=== TASK DETAILS ===
The answer must reproduce every record exactly, with all pictures omitted.

=== RECORDS ===
------
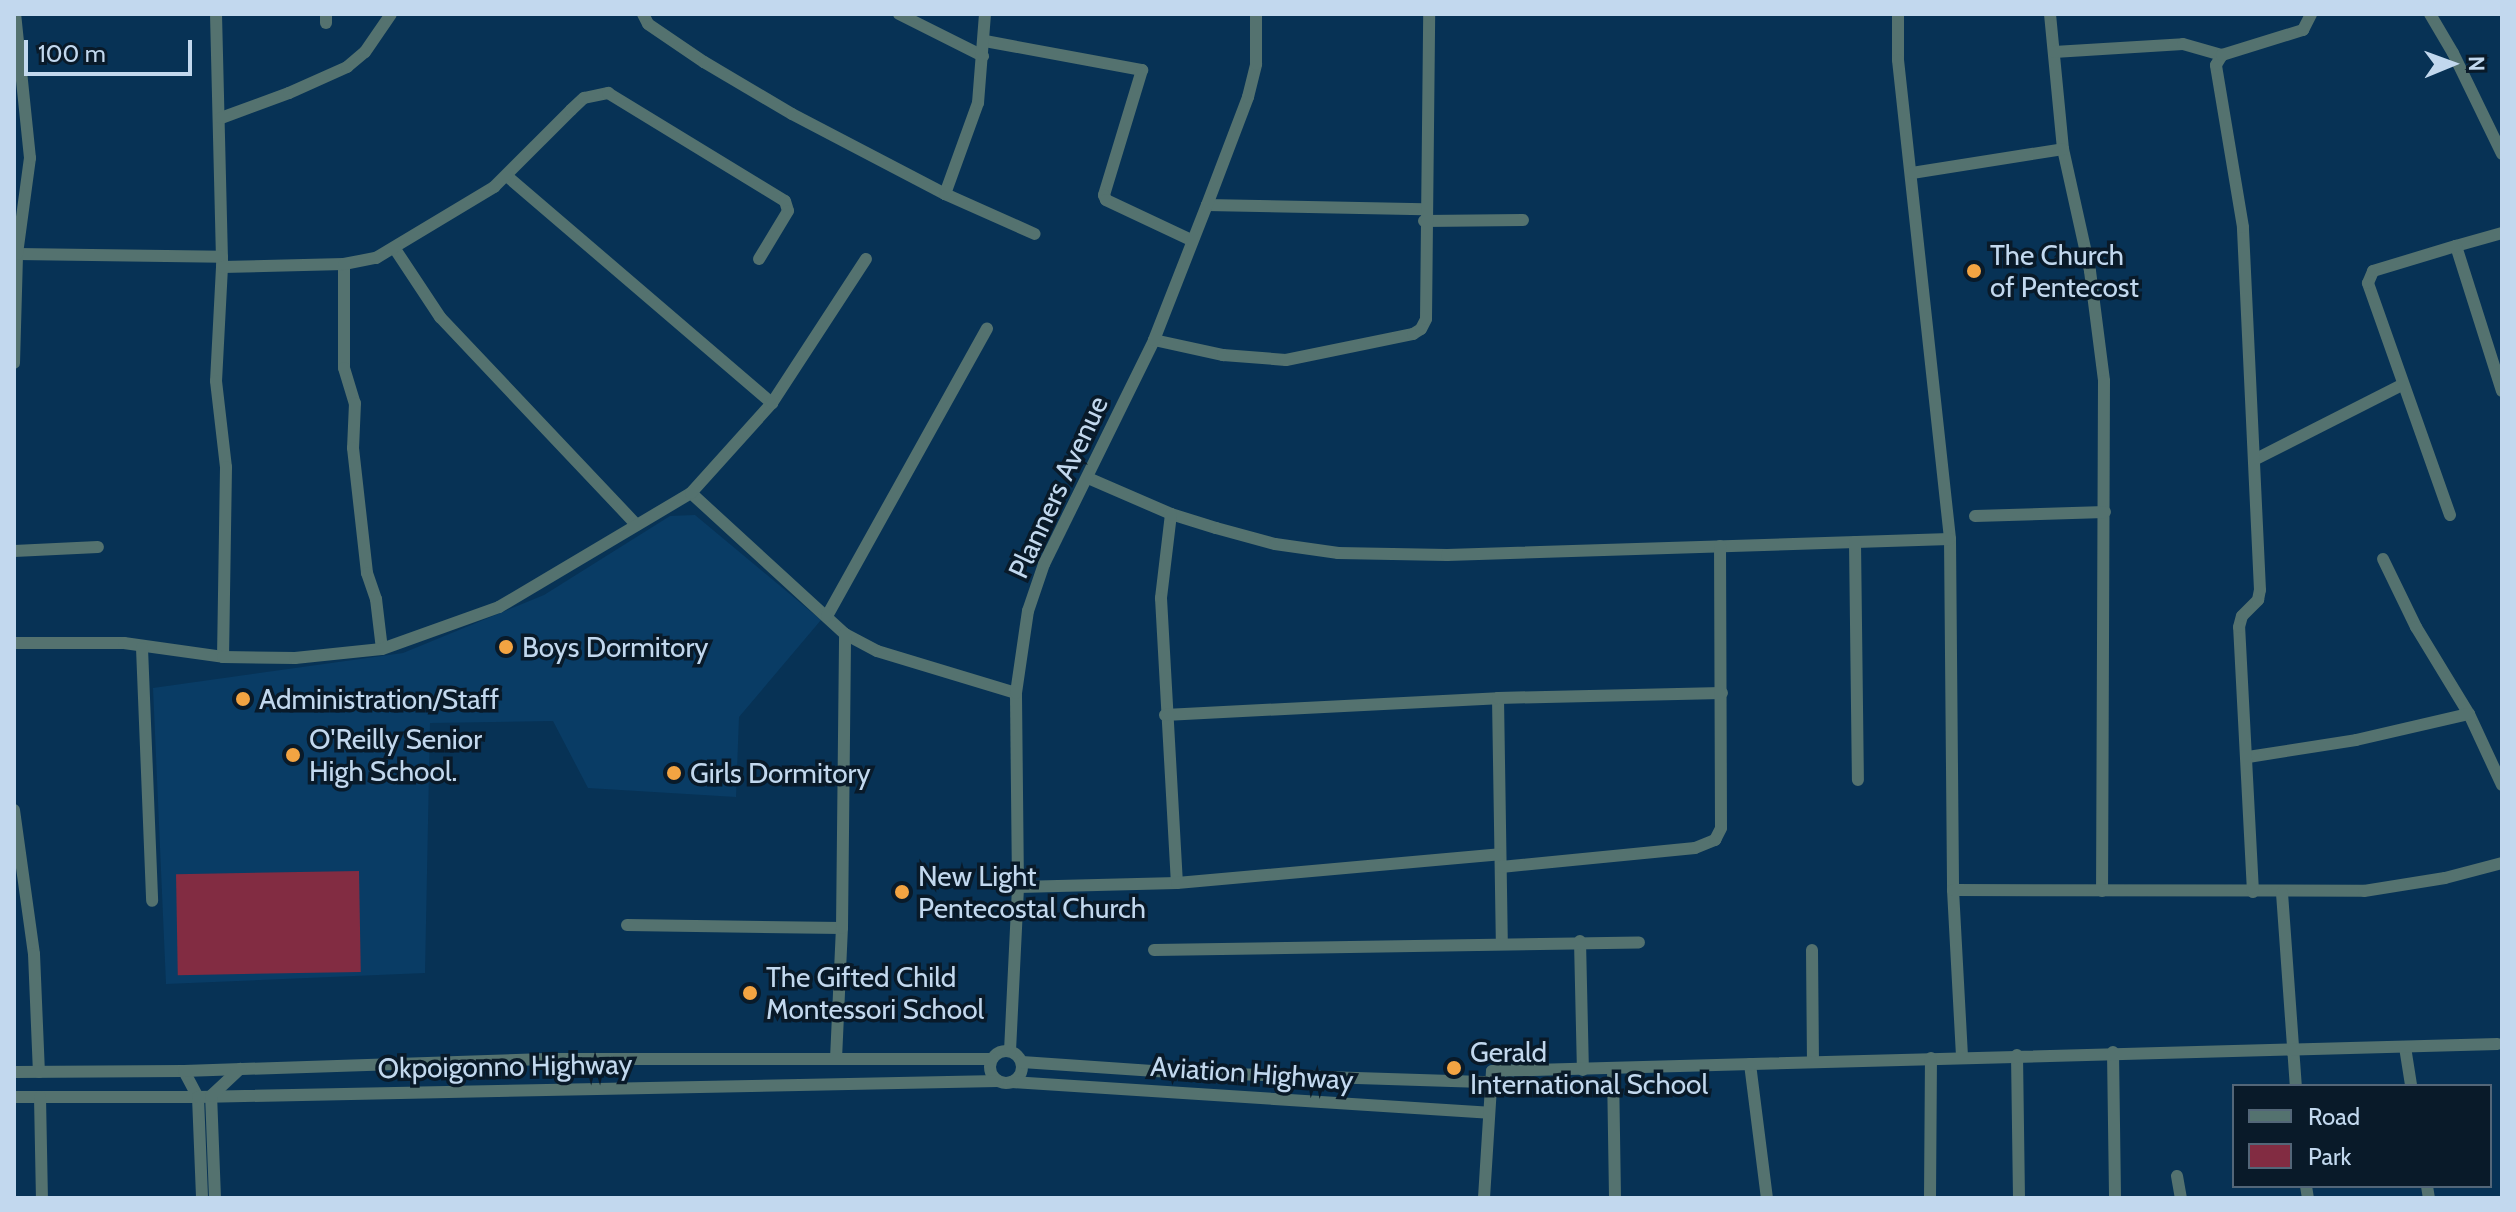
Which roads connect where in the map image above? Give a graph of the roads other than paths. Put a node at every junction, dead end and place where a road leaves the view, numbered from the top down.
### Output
1 (15, 14) edge
2 (216, 14) edge
3 (391, 14) edge
4 (643, 14) edge
5 (899, 14) edge
6 (985, 14) edge
7 (1256, 14) edge
8 (1429, 14) edge
9 (1898, 14) edge
10 (2050, 14) edge
11 (2311, 14) edge
12 (2430, 14) edge
13 (985, 41) junction
14 (2054, 52) junction
15 (2222, 55) junction
16 (983, 56) junction
17 (221, 118) junction
18 (2063, 149) junction
19 (2502, 154) edge
20 (1912, 173) junction
21 (508, 177) junction
22 (20, 182) edge
23 (945, 194) junction
24 (1207, 205) junction
25 (1424, 215) junction
26 (1523, 220) dead end
27 (2502, 233) edge
28 (1035, 234) dead end
29 (1191, 240) junction
30 (2456, 246) junction
31 (395, 249) junction
32 (17, 254) junction
33 (759, 259) dead end
34 (866, 259) dead end
35 (222, 262) junction
36 (344, 264) junction
37 (987, 329) dead end
38 (1154, 340) junction
39 (14, 363) edge
40 (2402, 385) junction
41 (2502, 391) edge
42 (772, 403) junction
43 (2254, 460) junction
44 (1088, 478) junction
45 (691, 493) junction
46 (2105, 512) junction
47 (1171, 514) junction
48 (2450, 515) dead end
49 (1975, 516) dead end
50 (637, 525) junction
51 (1950, 539) junction
52 (1855, 542) junction
53 (1720, 546) junction
54 (98, 547) dead end
55 (14, 551) edge
56 (2383, 559) dead end
57 (827, 616) junction
58 (845, 634) junction
59 (14, 643) edge
60 (142, 648) junction
61 (382, 649) junction
62 (223, 657) junction
63 (1016, 693) junction
64 (1722, 693) junction
65 (1498, 698) junction
66 (2469, 714) junction
67 (1165, 715) junction
68 (2248, 757) junction
69 (1858, 780) dead end
70 (2502, 785) edge
71 (14, 810) edge
72 (1500, 861) junction
73 (2502, 863) edge
74 (1177, 883) junction
75 (1018, 887) junction
76 (1953, 890) junction
77 (2102, 891) junction
78 (2253, 892) junction
79 (2282, 893) junction
80 (152, 901) dead end
81 (627, 925) dead end
82 (842, 928) junction
83 (1580, 941) junction
84 (1639, 942) dead end
85 (1502, 943) junction
86 (1154, 950) dead end
87 (1812, 950) dead end
88 (2498, 1044) dead end
89 (2405, 1047) junction
90 (2292, 1048) junction
91 (1010, 1051) junction
92 (2113, 1052) junction
93 (2017, 1055) junction
94 (1962, 1056) junction
95 (1931, 1058) junction
96 (836, 1059) junction
97 (992, 1059) junction
98 (1813, 1061) junction
99 (1022, 1062) junction
100 (1750, 1064) junction
101 (240, 1069) junction
102 (1583, 1070) junction
103 (1613, 1070) junction
104 (184, 1071) junction
105 (14, 1072) edge
106 (39, 1072) junction
107 (1491, 1076) junction
108 (998, 1081) junction
109 (1012, 1082) junction
110 (2296, 1084) edge
111 (2411, 1084) edge
112 (204, 1096) junction
113 (14, 1097) edge
114 (40, 1097) junction
115 (1489, 1113) junction
116 (2177, 1176) dead end
117 (42, 1198) edge
118 (202, 1198) edge
119 (215, 1198) edge
120 (1484, 1198) edge
121 (1615, 1198) edge
122 (1767, 1198) edge
123 (1930, 1198) edge
124 (2019, 1198) edge
125 (2115, 1198) edge
126 (2181, 1198) edge

1 - 22 street
2 - 17 street
3 - 17 street
4 - 23 street
5 - 16 street
6 - 13 street
7 - 24 street, Planners Avenue
8 - 25 street
9 - 20 street
10 - 14 street
11 - 15 street
12 - 19 street
13 - 16 street
13 - 29 street
14 - 15 street
14 - 18 street
15 - 43 street
16 - 23 street
17 - 35 street
18 - 20 street
18 - 46 street
20 - 51 street
21 - 31 street
21 - 33 street
21 - 42 street
22 - 32 street
23 - 28 street
24 - 25 street
24 - 29 street, Planners Avenue
25 - 26 street
25 - 38 street
27 - 30 street
29 - 38 street, Planners Avenue
30 - 40 street
30 - 41 street
31 - 36 street
31 - 50 street
32 - 35 street
32 - 39 street
34 - 42 street
35 - 36 street
35 - 62 street
36 - 61 street
37 - 57 street
38 - 44 street, Planners Avenue
40 - 43 street
40 - 48 street
42 - 45 street
43 - 68 street
44 - 47 street
44 - 63 street, Planners Avenue
45 - 50 street
45 - 57 street
46 - 49 street
46 - 77 street
47 - 53 street
47 - 67 street
50 - 61 street
51 - 52 street
51 - 76 street
52 - 53 street
52 - 69 street
53 - 64 street
54 - 55 street
56 - 66 street
57 - 58 street
58 - 63 street
58 - 82 street
59 - 60 street
60 - 62 street
60 - 80 street
61 - 62 street
63 - 75 street, Planners Avenue
64 - 65 street
64 - 72 street
65 - 67 street
65 - 72 street
66 - 68 street
66 - 70 street
67 - 74 street
68 - 78 street
71 - 106 street
72 - 74 street
72 - 85 street
73 - 79 street
74 - 75 street
75 - 91 street, Planners Avenue
76 - 77 street
76 - 94 street
77 - 78 street
78 - 79 street
79 - 90 street
81 - 82 street
82 - 96 street
83 - 84 street
83 - 85 street
83 - 102 street
85 - 86 street
87 - 98 street
88 - 89 street, Aviation Highway
89 - 90 street, Aviation Highway
89 - 111 street
90 - 92 street, Aviation Highway
90 - 110 street
91 - 97 street
91 - 99 street
92 - 93 street, Aviation Highway
92 - 125 street
93 - 94 street, Aviation Highway
93 - 124 street
94 - 95 street, Aviation Highway
95 - 98 street, Aviation Highway
95 - 123 street
96 - 97 street, Okpoigonno Highway
96 - 101 street, Okpoigonno Highway
97 - 108 street
98 - 100 street, Aviation Highway
99 - 107 street, Aviation Highway
99 - 109 street
100 - 103 street, Aviation Highway
100 - 122 street
101 - 104 street, Okpoigonno Highway
101 - 112 street
102 - 103 street, Aviation Highway
102 - 107 street, Aviation Highway
103 - 121 street
104 - 106 street, Okpoigonno Highway
104 - 112 street
105 - 106 street, Okpoigonno Highway
107 - 115 street
108 - 109 street
108 - 112 street, Okpoigonno Highway
109 - 115 street, Aviation Highway
112 - 114 street, Okpoigonno Highway
112 - 118 street
112 - 119 street
113 - 114 street, Okpoigonno Highway
114 - 117 street
115 - 120 street
116 - 126 street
------
=== WRITTEN REPLY ===
Which roads connect where in the map image above? Give a graph of the roads other than paths. Put a node at every junction, dead end and place where a road leaves the view, numbered from the top down.
### Output
1 (15, 14) edge
2 (216, 14) edge
3 (391, 14) edge
4 (643, 14) edge
5 (899, 14) edge
6 (985, 14) edge
7 (1256, 14) edge
8 (1429, 14) edge
9 (1898, 14) edge
10 (2050, 14) edge
11 (2311, 14) edge
12 (2430, 14) edge
13 (985, 41) junction
14 (2054, 52) junction
15 (2222, 55) junction
16 (983, 56) junction
17 (221, 118) junction
18 (2063, 149) junction
19 (2502, 154) edge
20 (1912, 173) junction
21 (508, 177) junction
22 (20, 182) edge
23 (945, 194) junction
24 (1207, 205) junction
25 (1424, 215) junction
26 (1523, 220) dead end
27 (2502, 233) edge
28 (1035, 234) dead end
29 (1191, 240) junction
30 (2456, 246) junction
31 (395, 249) junction
32 (17, 254) junction
33 (759, 259) dead end
34 (866, 259) dead end
35 (222, 262) junction
36 (344, 264) junction
37 (987, 329) dead end
38 (1154, 340) junction
39 (14, 363) edge
40 (2402, 385) junction
41 (2502, 391) edge
42 (772, 403) junction
43 (2254, 460) junction
44 (1088, 478) junction
45 (691, 493) junction
46 (2105, 512) junction
47 (1171, 514) junction
48 (2450, 515) dead end
49 (1975, 516) dead end
50 (637, 525) junction
51 (1950, 539) junction
52 (1855, 542) junction
53 (1720, 546) junction
54 (98, 547) dead end
55 (14, 551) edge
56 (2383, 559) dead end
57 (827, 616) junction
58 (845, 634) junction
59 (14, 643) edge
60 (142, 648) junction
61 (382, 649) junction
62 (223, 657) junction
63 (1016, 693) junction
64 (1722, 693) junction
65 (1498, 698) junction
66 (2469, 714) junction
67 (1165, 715) junction
68 (2248, 757) junction
69 (1858, 780) dead end
70 (2502, 785) edge
71 (14, 810) edge
72 (1500, 861) junction
73 (2502, 863) edge
74 (1177, 883) junction
75 (1018, 887) junction
76 (1953, 890) junction
77 (2102, 891) junction
78 (2253, 892) junction
79 (2282, 893) junction
80 (152, 901) dead end
81 (627, 925) dead end
82 (842, 928) junction
83 (1580, 941) junction
84 (1639, 942) dead end
85 (1502, 943) junction
86 (1154, 950) dead end
87 (1812, 950) dead end
88 (2498, 1044) dead end
89 (2405, 1047) junction
90 (2292, 1048) junction
91 (1010, 1051) junction
92 (2113, 1052) junction
93 (2017, 1055) junction
94 (1962, 1056) junction
95 (1931, 1058) junction
96 (836, 1059) junction
97 (992, 1059) junction
98 (1813, 1061) junction
99 (1022, 1062) junction
100 (1750, 1064) junction
101 (240, 1069) junction
102 (1583, 1070) junction
103 (1613, 1070) junction
104 (184, 1071) junction
105 (14, 1072) edge
106 (39, 1072) junction
107 (1491, 1076) junction
108 (998, 1081) junction
109 (1012, 1082) junction
110 (2296, 1084) edge
111 (2411, 1084) edge
112 (204, 1096) junction
113 (14, 1097) edge
114 (40, 1097) junction
115 (1489, 1113) junction
116 (2177, 1176) dead end
117 (42, 1198) edge
118 (202, 1198) edge
119 (215, 1198) edge
120 (1484, 1198) edge
121 (1615, 1198) edge
122 (1767, 1198) edge
123 (1930, 1198) edge
124 (2019, 1198) edge
125 (2115, 1198) edge
126 (2181, 1198) edge

1 - 22 street
2 - 17 street
3 - 17 street
4 - 23 street
5 - 16 street
6 - 13 street
7 - 24 street, Planners Avenue
8 - 25 street
9 - 20 street
10 - 14 street
11 - 15 street
12 - 19 street
13 - 16 street
13 - 29 street
14 - 15 street
14 - 18 street
15 - 43 street
16 - 23 street
17 - 35 street
18 - 20 street
18 - 46 street
20 - 51 street
21 - 31 street
21 - 33 street
21 - 42 street
22 - 32 street
23 - 28 street
24 - 25 street
24 - 29 street, Planners Avenue
25 - 26 street
25 - 38 street
27 - 30 street
29 - 38 street, Planners Avenue
30 - 40 street
30 - 41 street
31 - 36 street
31 - 50 street
32 - 35 street
32 - 39 street
34 - 42 street
35 - 36 street
35 - 62 street
36 - 61 street
37 - 57 street
38 - 44 street, Planners Avenue
40 - 43 street
40 - 48 street
42 - 45 street
43 - 68 street
44 - 47 street
44 - 63 street, Planners Avenue
45 - 50 street
45 - 57 street
46 - 49 street
46 - 77 street
47 - 53 street
47 - 67 street
50 - 61 street
51 - 52 street
51 - 76 street
52 - 53 street
52 - 69 street
53 - 64 street
54 - 55 street
56 - 66 street
57 - 58 street
58 - 63 street
58 - 82 street
59 - 60 street
60 - 62 street
60 - 80 street
61 - 62 street
63 - 75 street, Planners Avenue
64 - 65 street
64 - 72 street
65 - 67 street
65 - 72 street
66 - 68 street
66 - 70 street
67 - 74 street
68 - 78 street
71 - 106 street
72 - 74 street
72 - 85 street
73 - 79 street
74 - 75 street
75 - 91 street, Planners Avenue
76 - 77 street
76 - 94 street
77 - 78 street
78 - 79 street
79 - 90 street
81 - 82 street
82 - 96 street
83 - 84 street
83 - 85 street
83 - 102 street
85 - 86 street
87 - 98 street
88 - 89 street, Aviation Highway
89 - 90 street, Aviation Highway
89 - 111 street
90 - 92 street, Aviation Highway
90 - 110 street
91 - 97 street
91 - 99 street
92 - 93 street, Aviation Highway
92 - 125 street
93 - 94 street, Aviation Highway
93 - 124 street
94 - 95 street, Aviation Highway
95 - 98 street, Aviation Highway
95 - 123 street
96 - 97 street, Okpoigonno Highway
96 - 101 street, Okpoigonno Highway
97 - 108 street
98 - 100 street, Aviation Highway
99 - 107 street, Aviation Highway
99 - 109 street
100 - 103 street, Aviation Highway
100 - 122 street
101 - 104 street, Okpoigonno Highway
101 - 112 street
102 - 103 street, Aviation Highway
102 - 107 street, Aviation Highway
103 - 121 street
104 - 106 street, Okpoigonno Highway
104 - 112 street
105 - 106 street, Okpoigonno Highway
107 - 115 street
108 - 109 street
108 - 112 street, Okpoigonno Highway
109 - 115 street, Aviation Highway
112 - 114 street, Okpoigonno Highway
112 - 118 street
112 - 119 street
113 - 114 street, Okpoigonno Highway
114 - 117 street
115 - 120 street
116 - 126 street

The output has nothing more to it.